Nina Cashman Profile Photo

Nina Cashman

Principal / Career & Executive Coach (PCC, CPC, ELI-MP) at Pave Your Way, LLC

As the former Director of Corporate Marketing for a publicly traded company, Nina came to the realization that her greatest successes extended far beyond driving consistent double-digit growth for the brands she oversaw. Her biggest accomplishment was witnessing the growth, collaboration, and achievement that transpired when her team felt fully empowered to perform at their best.

Nina believes the most important brand you can build is your own. This requires full awareness of personal values and acceptance of current capabilities, as well as a sincere belief that anything is possible.
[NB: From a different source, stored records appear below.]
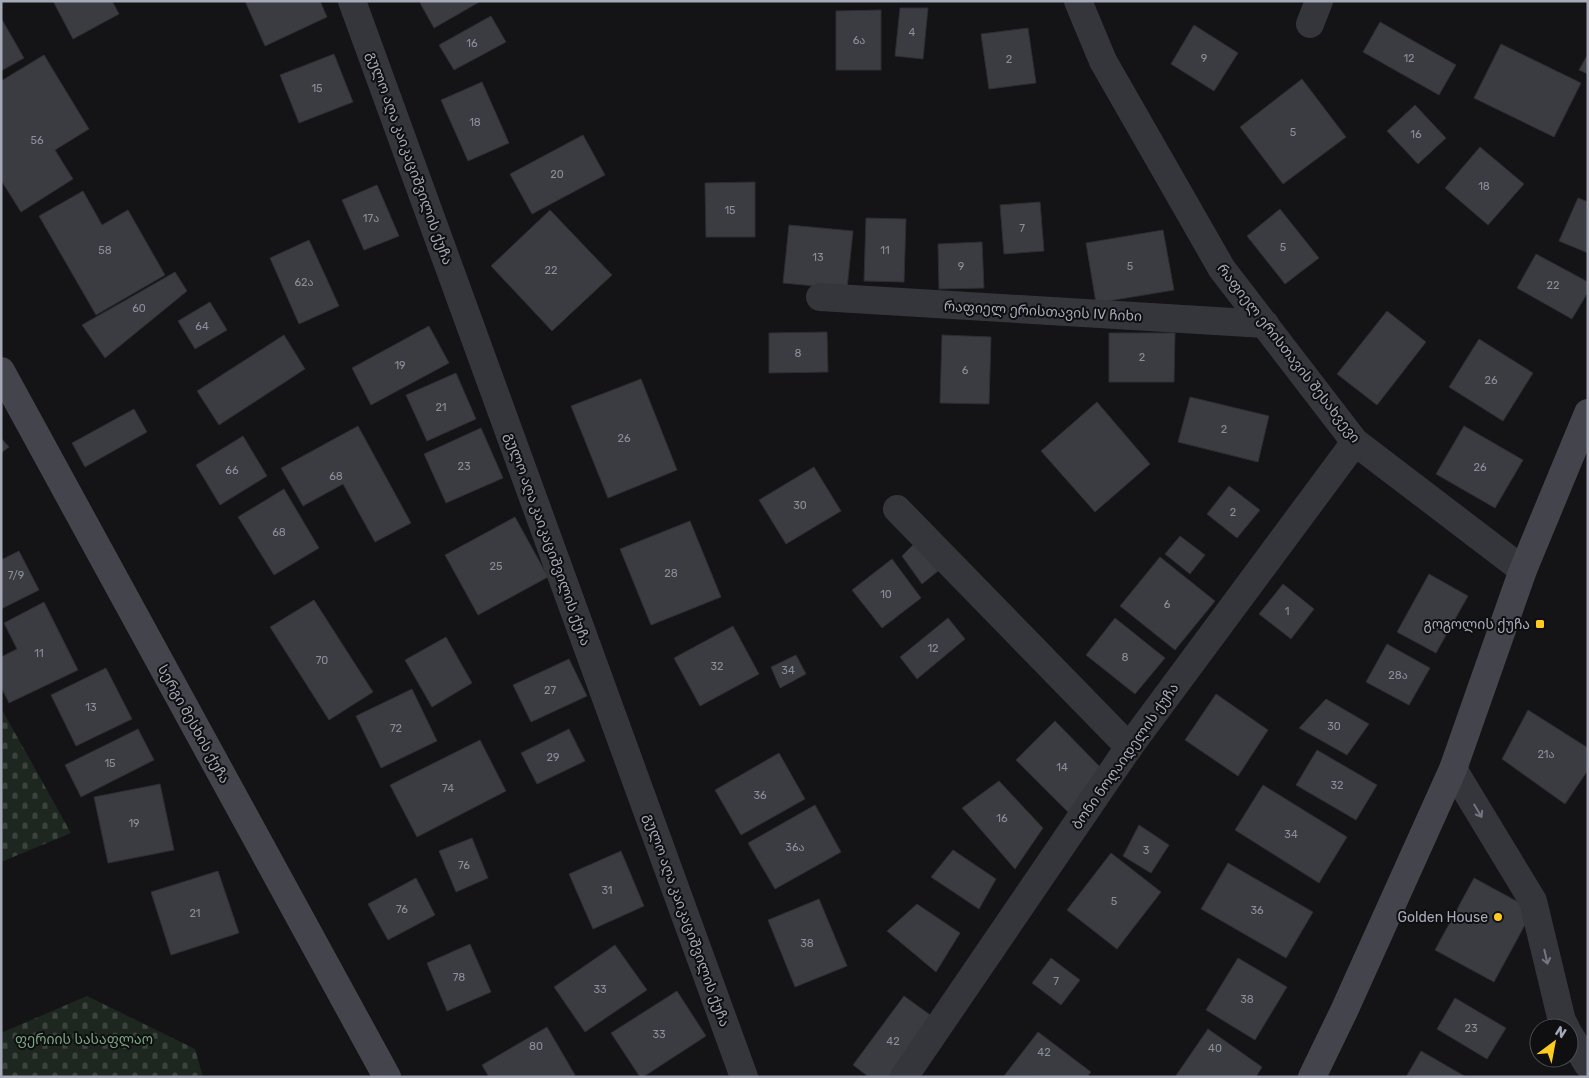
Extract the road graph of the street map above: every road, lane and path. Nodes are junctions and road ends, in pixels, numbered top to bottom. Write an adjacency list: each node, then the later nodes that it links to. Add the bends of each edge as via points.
1 (352, 1): 16 (street, გულო აღა კაიკაციშვილის ქუჩა)
2 (1078, 1): 4 (street, რაფიელ ერისთავის შესახვევი, via 1103,61 1222,270)
3 (820, 298): 4 (street, რაფიელ ერისთავის IV ჩიხი)
4 (1265, 324): 7 (street, რაფიელ ერისთავის შესახვევი)
5 (1, 371): 15 (street, სერგი მესხის ქუჩა)
6 (1588, 413): 9 (street)
7 (1355, 442): 9 (street, რაფიელ ერისთავის შესახვევი); 10 (street, ბონი ნოღაიდელის ქუჩა)
8 (897, 509): 10 (street)
9 (1523, 570): 11 (street)
10 (1129, 747): 17 (street, ბონი ნოღაიდელის ქუჩა)
11 (1453, 770): 12 (street, one-way to 12, via 1533,900); 18 (street)
12 (1561, 1018)
13 (1579, 1050): 14 (street)
14 (1588, 1065)
15 (387, 1077)
16 (744, 1077)
17 (904, 1077)
18 (1312, 1077)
Whether corporate brands or personal brands, the most successful brands are created by people who pave their own unique paths, and listen to their own hearts above anything else.

Recognizing her true passion to build people over products, Nina left corporate marketing in 2014. Now she’s a PCC Certified (ICF) executive & career coach, and also an active trainer and workshop facilitator for iPec (Institute for Professional Excellence in Coaching). It goes without saying that Nina is also a self-proclaimed “paver,” who firmly believes you can accomplish anything with a self-supportive belief system.